In recent weeks, his army of pro-RAWA lobbyists fanned out across Capitol Hill offices, including those of the two lawmakers with the greatest influence over the omnibus bill: Reid and his House counterpart, Speaker John Boehner (R-Ohio).
“I know [Reid and Boehner] have had some discussions to some degree about when legislation could move and the need to address the issue,” Adelson’s chief lobbyist, Andy Abboud, told the industry journal Gambling Compliance in mid-November. “It’s just not clear as to when the timing will be."
Reid is usually a reliable backer of the casino industry as a whole, critical as it is to his home state's economy. But last week, he told Gambling Compliance that he was still deciding whether to take action on RAWA before the end of the year. “We’ll have to see,” Reid said, noting that he had “talked to [RAWA sponsor Sen.] Lindsey Graham and others” about his options. “We’ll have to see what the House does,” Reid said.

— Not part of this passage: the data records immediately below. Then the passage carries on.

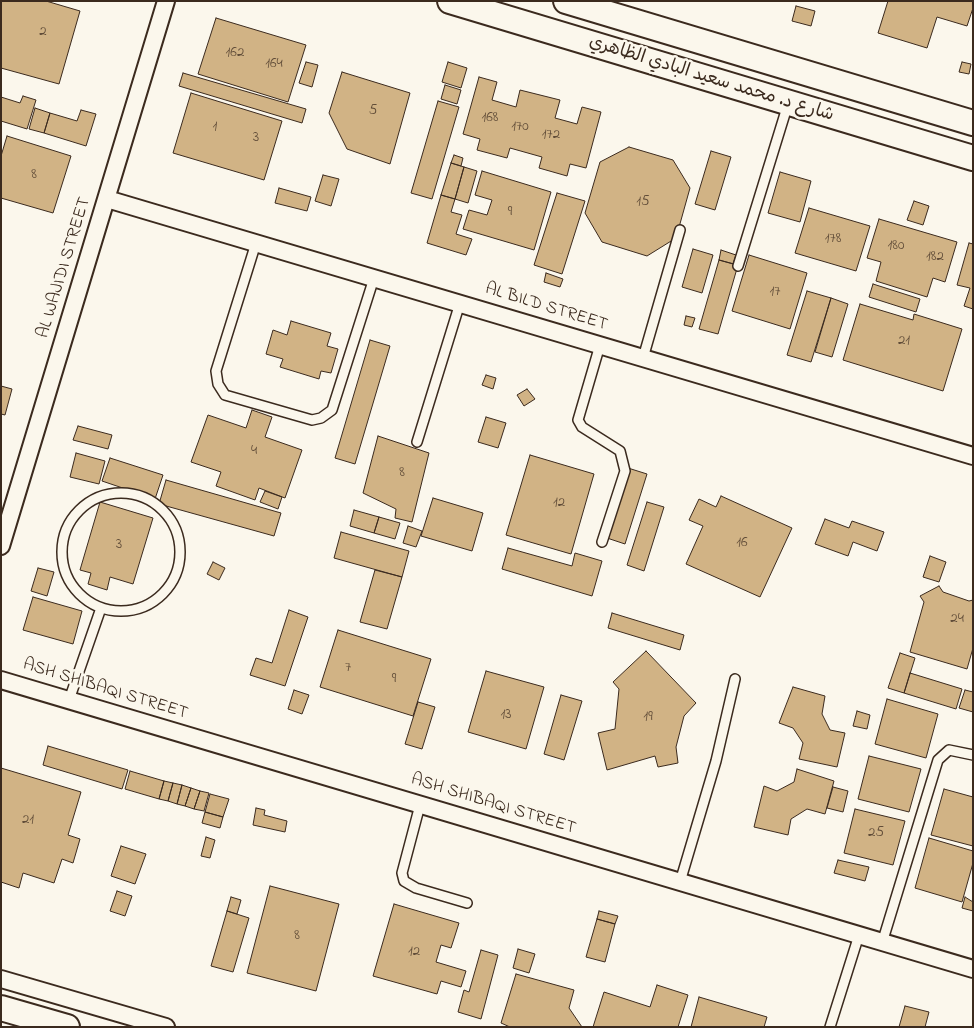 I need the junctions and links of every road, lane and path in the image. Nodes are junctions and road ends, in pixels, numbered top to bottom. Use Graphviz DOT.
graph roads {
  1 [pos="166,1"];
  2 [pos="450,1"];
  3 [pos="566,1"];
  4 [pos="788,103"];
  5 [pos="973,123"];
  6 [pos="973,158"];
  7 [pos="107,199"];
  8 [pos="680,230"];
  9 [pos="256,243"];
  10 [pos="738,266"];
  11 [pos="374,278"];
  12 [pos="460,303"];
  13 [pos="600,346"];
  14 [pos="643,358"];
  15 [pos="417,442"];
  16 [pos="973,456"];
  17 [pos="602,542"];
  18 [pos="1,546"];
  19 [pos="101,608"];
  20 [pos="735,679"];
  21 [pos="1,680"];
  22 [pos="69,700"];
  23 [pos="973,755"];
  24 [pos="420,804"];
  25 [pos="680,882"];
  26 [pos="467,903"];
  27 [pos="859,935"];
  28 [pos="882,943"];
  29 [pos="973,969"];
  30 [pos="1,979"];
  31 [pos="1,1008"];
  32 [pos="67,1027"];
  33 [pos="166,1027"];
  34 [pos="830,1027"];
  1 -- 7 [label="street, AL WAJIDI STREET"];
  2 -- 4 [label="street, شارع د. محمد سعيد البادي الظاهري"];
  3 -- 5 [label="street, شارع د. محمد سعيد البادي الظاهري"];
  4 -- 6 [label="street, شارع د. محمد سعيد البادي الظاهري"];
  4 -- 10 [label="lane"];
  7 -- 9 [label="street, AL BILD STREET"];
  7 -- 18 [label="street, AL WAJIDI STREET"];
  8 -- 14 [label="lane"];
  9 -- 11 [label="street, AL BILD STREET"];
  9 -- 11 [label="lane"];
  11 -- 12 [label="street, AL BILD STREET"];
  12 -- 13 [label="street, AL BILD STREET"];
  12 -- 15 [label="lane"];
  13 -- 14 [label="street, AL BILD STREET"];
  13 -- 17 [label="lane"];
  14 -- 16 [label="street, AL BILD STREET"];
  19 -- 19 [label="lane"];
  19 -- 22 [label="lane"];
  20 -- 25 [label="lane"];
  21 -- 22 [label="street, ASH SHIBAQI STREET"];
  22 -- 24 [label="street, ASH SHIBAQI STREET"];
  23 -- 28 [label="lane"];
  24 -- 25 [label="street, ASH SHIBAQI STREET"];
  24 -- 26 [label="lane"];
  25 -- 27 [label="street, ASH SHIBAQI STREET"];
  27 -- 28 [label="street, ASH SHIBAQI STREET"];
  27 -- 34 [label="lane"];
  28 -- 29 [label="street, ASH SHIBAQI STREET"];
  30 -- 33 [label="street"];
  31 -- 32 [label="street"];
} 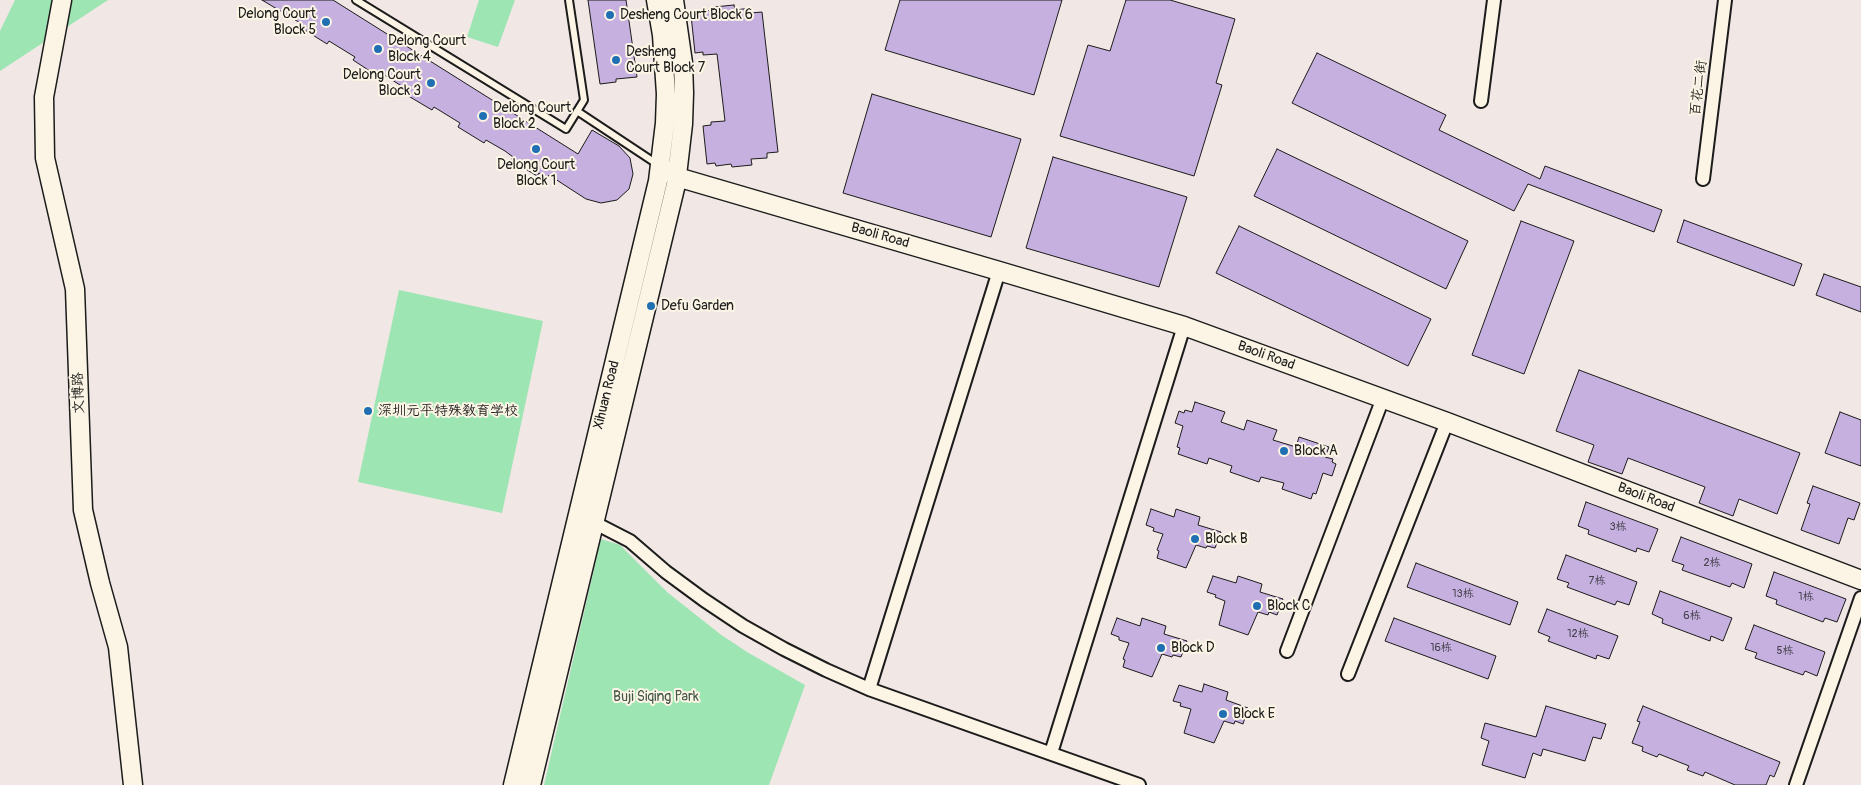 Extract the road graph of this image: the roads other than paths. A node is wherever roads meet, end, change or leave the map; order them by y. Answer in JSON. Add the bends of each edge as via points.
{"nodes":[{"id":1,"x":62,"y":0,"type":"edge"},
{"id":2,"x":356,"y":0,"type":"edge"},
{"id":3,"x":569,"y":0,"type":"edge"},
{"id":4,"x":656,"y":0,"type":"edge"},
{"id":5,"x":674,"y":0,"type":"edge"},
{"id":6,"x":1494,"y":0,"type":"edge"},
{"id":7,"x":1725,"y":0,"type":"edge"},
{"id":8,"x":1480,"y":101,"type":"dead end"},
{"id":9,"x":577,"y":111,"type":"junction"},
{"id":10,"x":660,"y":167,"type":"junction"},
{"id":11,"x":676,"y":177,"type":"junction"},
{"id":12,"x":1703,"y":179,"type":"dead end"},
{"id":13,"x":999,"y":270,"type":"junction"},
{"id":14,"x":1184,"y":326,"type":"junction"},
{"id":15,"x":1383,"y":398,"type":"junction"},
{"id":16,"x":1447,"y":422,"type":"junction"},
{"id":17,"x":586,"y":521,"type":"junction"},
{"id":18,"x":1861,"y":580,"type":"edge"},
{"id":19,"x":1861,"y":598,"type":"edge"},
{"id":20,"x":1287,"y":651,"type":"dead end"},
{"id":21,"x":1348,"y":674,"type":"dead end"},
{"id":22,"x":869,"y":688,"type":"junction"},
{"id":23,"x":1051,"y":753,"type":"junction"},
{"id":24,"x":133,"y":785,"type":"edge"},
{"id":25,"x":513,"y":785,"type":"edge"},
{"id":26,"x":531,"y":785,"type":"edge"},
{"id":27,"x":1139,"y":785,"type":"edge"},
{"id":28,"x":1796,"y":785,"type":"edge"}],
"edges":[{"from":1,"to":24,"type":"street","name":"文博路","via":[[44,97],[45,158],[75,289],[84,510],[118,647]]},
{"from":2,"to":9,"type":"lane","via":[[566,129]]},
{"from":3,"to":9,"type":"lane","via":[[584,100]]},
{"from":4,"to":10,"type":"street","name":"Xihuan Road","via":[[666,94]]},
{"from":5,"to":11,"type":"street","name":"Xihuan Road","via":[[684,93]]},
{"from":6,"to":8,"type":"street"},
{"from":7,"to":12,"type":"street","name":"百花二街"},
{"from":9,"to":10,"type":"lane"},
{"from":10,"to":11,"type":"street","name":"Baoli Road"},
{"from":10,"to":17,"type":"street","name":"Xihuan Road"},
{"from":11,"to":13,"type":"street","name":"Baoli Road"},
{"from":11,"to":17,"type":"street","name":"Xihuan Road"},
{"from":13,"to":14,"type":"street","name":"Baoli Road"},
{"from":13,"to":22,"type":"street"},
{"from":14,"to":15,"type":"street","name":"Baoli Road"},
{"from":14,"to":23,"type":"street"},
{"from":15,"to":16,"type":"street","name":"Baoli Road"},
{"from":15,"to":20,"type":"street"},
{"from":16,"to":18,"type":"street","name":"Baoli Road"},
{"from":16,"to":21,"type":"street"},
{"from":17,"to":22,"type":"street","via":[[630,541],[666,572],[743,626],[826,670]]},
{"from":17,"to":25,"type":"street","name":"Xihuan Road"},
{"from":17,"to":26,"type":"street","name":"Xihuan Road"},
{"from":19,"to":28,"type":"street"},
{"from":22,"to":23,"type":"street"},
{"from":23,"to":27,"type":"street"}]}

The fate of the online gambling ban could serve as a barometer of how much Reid is willing to do to help out one wealthy businessman, even over the objections of other powerful Nevada interests.
Should RAWA be inserted into the omnibus spending bill, it would bolster suspicions on Capitol Hill that the fiery Democratic leader and the conservative billionaire have struck a bargain to help one another -- specifically, that Reid will help Adelson accomplish his priority in Congress, and in exchange, Adelson won't spend his money to bolster Reid's opponent in 2016. Reid is likely to face Nevada’s Republican governor, Brian Sandoval, who was re-elected in November by a margin of more than 20 percentage points.
Many in Washington did a double take earlier this year when Reid defended Adelson on national TV. Speaking in May about the millions of dollars Adelson had spent building support for RAWA at the state level, Reid told MSNBC, "I know Sheldon Adelson. He's not in this for money; he's in this because he's got certain ideological views. Don't pick on [Adelson]. He's not in it to make money.”
Representatives for Reid and Adelson declined to comment on whether their bosses had a political truce. But in an interview last month with Nevada political journalist Jon Ralston, Abboud went out of his way to characterize Reid and Adelson's relationship as a warm one -- and RAWA as a done deal.
"Mr. Adelson and Senator Reid have a very genuine friendship," Abboud told Ralston. As for RAWA's prospects, he was supremely confident. "The die is cast on this," Abboud said. “The cake is baked.”
If true, that should please Adelson. The casino magnate has made billions of dollars from gambling over his lifetime, and he could make billions more if he manages to quash the competition in cyberspace.
In return for an online gaming ban, it's probably unrealistic to imagine that Adelson would publicly back a Democrat like Reid for re-election. But it's not a stretch to imagine a repeat of 2010, when the billionaire donated just $2,400 to Reid's Republican challenger, Sharron Angle, whom Reid defeated handily.
If Sandoval runs for Reid's seat in two years, Adelson could be forced to choose between two lawmakers he likes: the popular governor, whose PAC received $300,000 in contributions from Adelson in late October of this year, and Reid, the sitting senator who may have one big chance left to show Adelson that he has the billionaire's back.